[Stored records]
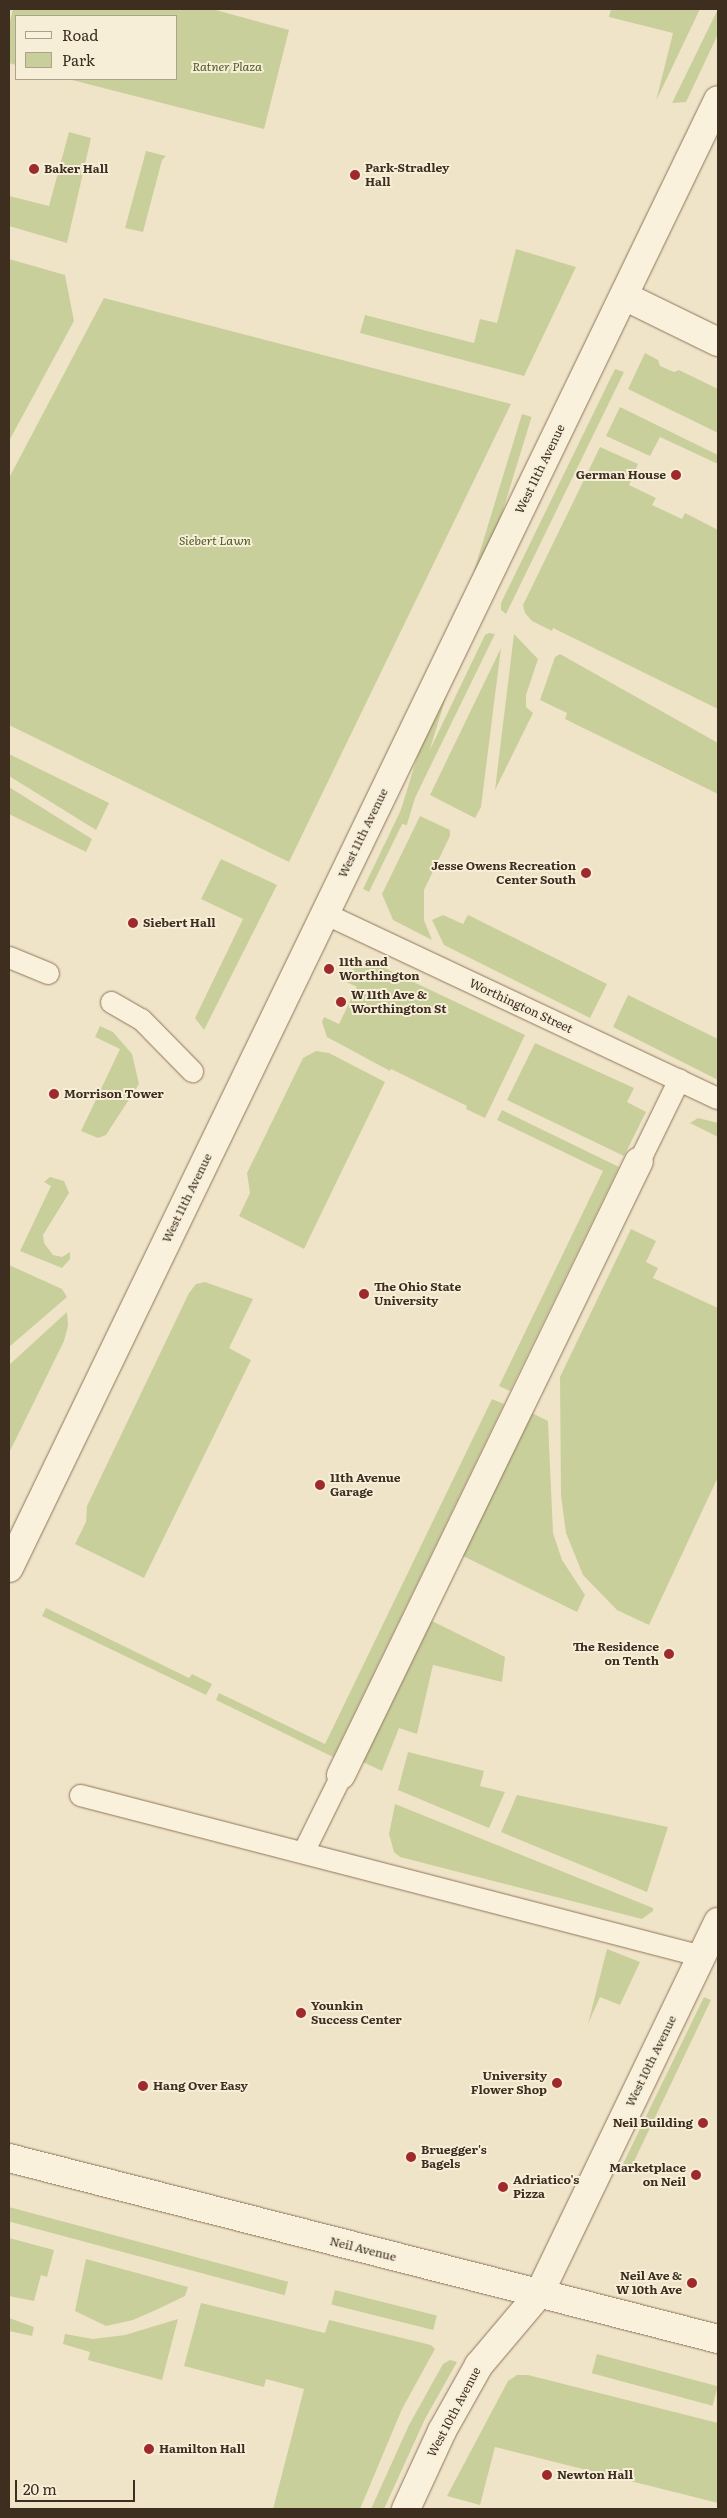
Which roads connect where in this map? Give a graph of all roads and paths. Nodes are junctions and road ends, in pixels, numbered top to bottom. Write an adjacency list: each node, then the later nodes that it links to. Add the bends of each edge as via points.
1 (718, 100): 2 (street, West 11th Avenue)
2 (624, 296): 3 (street); 4 (street, West 11th Avenue)
3 (718, 342)
4 (324, 914): 9 (lane, Worthington Street); 12 (street, West 11th Avenue)
5 (9, 957): 6 (lane)
6 (48, 973)
7 (111, 1002): 8 (lane, via 141,1020)
8 (192, 1071)
9 (679, 1079): 10 (lane, Worthington Street); 11 (lane)
10 (718, 1098)
11 (639, 1161): 13 (street)
12 (9, 1568)
13 (341, 1775): 15 (lane)
14 (80, 1795): 15 (lane)
15 (304, 1852): 17 (lane)
16 (718, 1922): 17 (street, West 10th Avenue)
17 (702, 1956): 19 (street, West 10th Avenue)
18 (9, 2158): 19 (street, Neil Avenue)
19 (539, 2294): 20 (street, Neil Avenue); 21 (street, West 10th Avenue, via 478,2365 442,2431)
20 (718, 2339)
21 (406, 2509)

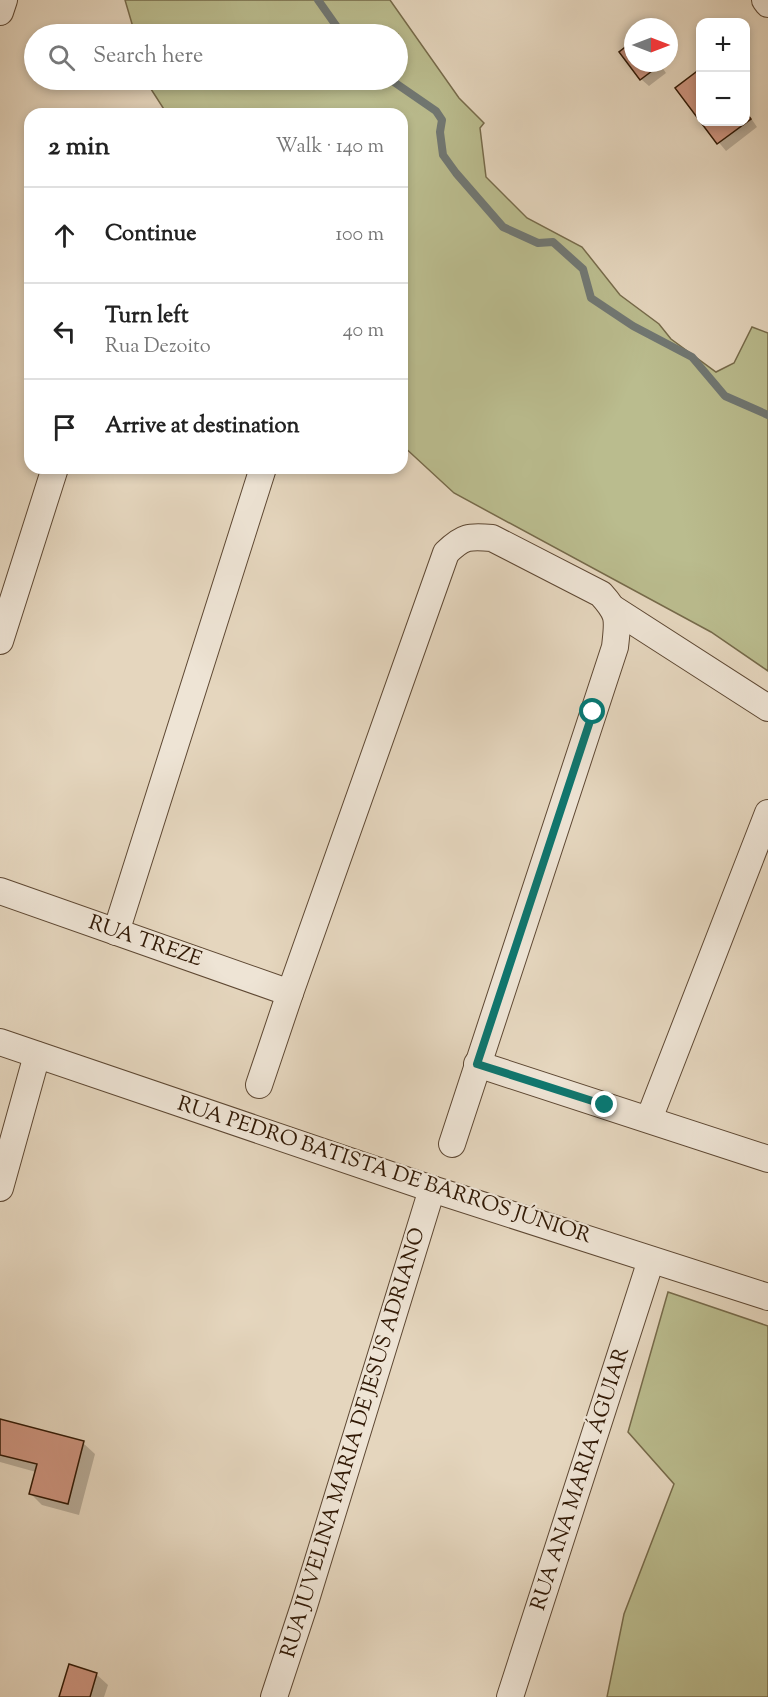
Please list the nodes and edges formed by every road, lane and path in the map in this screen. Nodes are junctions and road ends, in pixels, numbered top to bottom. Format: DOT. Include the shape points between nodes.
graph roads {
  1 [pos="4,0"];
  2 [pos="765,0"];
  3 [pos="768,4"];
  4 [pos="0,12"];
  5 [pos="53,474"];
  6 [pos="261,474"];
  7 [pos="614,609"];
  8 [pos="0,641"];
  9 [pos="768,708"];
  10 [pos="768,813"];
  11 [pos="0,891"];
  12 [pos="116,932"];
  13 [pos="290,993"];
  14 [pos="0,1042"];
  15 [pos="37,1055"];
  16 [pos="477,1064"];
  17 [pos="259,1085"];
  18 [pos="649,1119"];
  19 [pos="452,1144"];
  20 [pos="768,1159"];
  21 [pos="0,1188"];
  22 [pos="432,1189"];
  23 [pos="651,1260"];
  24 [pos="768,1297"];
  25 [pos="274,1697"];
  26 [pos="510,1697"];
  1 -- 4 [label="street"];
  2 -- 3 [label="street"];
  5 -- 8 [label="street"];
  6 -- 12 [label="street"];
  7 -- 9 [label="street"];
  7 -- 13 [label="street" via="601,594 492,538 474,536 458,541 446,553"];
  7 -- 16 [label="street" via="618,625 615,647"];
  10 -- 18 [label="street"];
  11 -- 12 [label="street, RUA TREZE"];
  12 -- 13 [label="street, RUA TREZE"];
  13 -- 17 [label="street"];
  14 -- 15 [label="street, RUA PEDRO BATISTA DE BARROS JÚNIOR"];
  15 -- 21 [label="street"];
  15 -- 22 [label="street, RUA PEDRO BATISTA DE BARROS JÚNIOR"];
  16 -- 18 [label="street"];
  16 -- 19 [label="street"];
  18 -- 20 [label="street"];
  22 -- 23 [label="street, RUA PEDRO BATISTA DE BARROS JÚNIOR"];
  22 -- 25 [label="street, RUA JUVELINA MARIA DE JESUS ADRIANO"];
  23 -- 24 [label="street, RUA PEDRO BATISTA DE BARROS JÚNIOR"];
  23 -- 26 [label="street, RUA ANA MARIA ÁGUIAR"];
}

** What needs to be done **
In the copy, keep every line of the data above exactly and drop each picture.

** Task response **
Which roads connect where in this map? Give a graph of all roads and paths. Nodes are junctions and road ends, in pixels, numbered top to bottom. Write an adjacency list: each node, then the later nodes that it links to. Add the bends of each edge as via points.
1 (718, 100): 2 (street, West 11th Avenue)
2 (624, 296): 3 (street); 4 (street, West 11th Avenue)
3 (718, 342)
4 (324, 914): 9 (lane, Worthington Street); 12 (street, West 11th Avenue)
5 (9, 957): 6 (lane)
6 (48, 973)
7 (111, 1002): 8 (lane, via 141,1020)
8 (192, 1071)
9 (679, 1079): 10 (lane, Worthington Street); 11 (lane)
10 (718, 1098)
11 (639, 1161): 13 (street)
12 (9, 1568)
13 (341, 1775): 15 (lane)
14 (80, 1795): 15 (lane)
15 (304, 1852): 17 (lane)
16 (718, 1922): 17 (street, West 10th Avenue)
17 (702, 1956): 19 (street, West 10th Avenue)
18 (9, 2158): 19 (street, Neil Avenue)
19 (539, 2294): 20 (street, Neil Avenue); 21 (street, West 10th Avenue, via 478,2365 442,2431)
20 (718, 2339)
21 (406, 2509)

Please list the nodes and edges formed by every road, lane and path in the map in this screen. Nodes are junctions and road ends, in pixels, numbered top to bottom. Format: DOT. Include the shape points between nodes.
graph roads {
  1 [pos="4,0"];
  2 [pos="765,0"];
  3 [pos="768,4"];
  4 [pos="0,12"];
  5 [pos="53,474"];
  6 [pos="261,474"];
  7 [pos="614,609"];
  8 [pos="0,641"];
  9 [pos="768,708"];
  10 [pos="768,813"];
  11 [pos="0,891"];
  12 [pos="116,932"];
  13 [pos="290,993"];
  14 [pos="0,1042"];
  15 [pos="37,1055"];
  16 [pos="477,1064"];
  17 [pos="259,1085"];
  18 [pos="649,1119"];
  19 [pos="452,1144"];
  20 [pos="768,1159"];
  21 [pos="0,1188"];
  22 [pos="432,1189"];
  23 [pos="651,1260"];
  24 [pos="768,1297"];
  25 [pos="274,1697"];
  26 [pos="510,1697"];
  1 -- 4 [label="street"];
  2 -- 3 [label="street"];
  5 -- 8 [label="street"];
  6 -- 12 [label="street"];
  7 -- 9 [label="street"];
  7 -- 13 [label="street" via="601,594 492,538 474,536 458,541 446,553"];
  7 -- 16 [label="street" via="618,625 615,647"];
  10 -- 18 [label="street"];
  11 -- 12 [label="street, RUA TREZE"];
  12 -- 13 [label="street, RUA TREZE"];
  13 -- 17 [label="street"];
  14 -- 15 [label="street, RUA PEDRO BATISTA DE BARROS JÚNIOR"];
  15 -- 21 [label="street"];
  15 -- 22 [label="street, RUA PEDRO BATISTA DE BARROS JÚNIOR"];
  16 -- 18 [label="street"];
  16 -- 19 [label="street"];
  18 -- 20 [label="street"];
  22 -- 23 [label="street, RUA PEDRO BATISTA DE BARROS JÚNIOR"];
  22 -- 25 [label="street, RUA JUVELINA MARIA DE JESUS ADRIANO"];
  23 -- 24 [label="street, RUA PEDRO BATISTA DE BARROS JÚNIOR"];
  23 -- 26 [label="street, RUA ANA MARIA ÁGUIAR"];
}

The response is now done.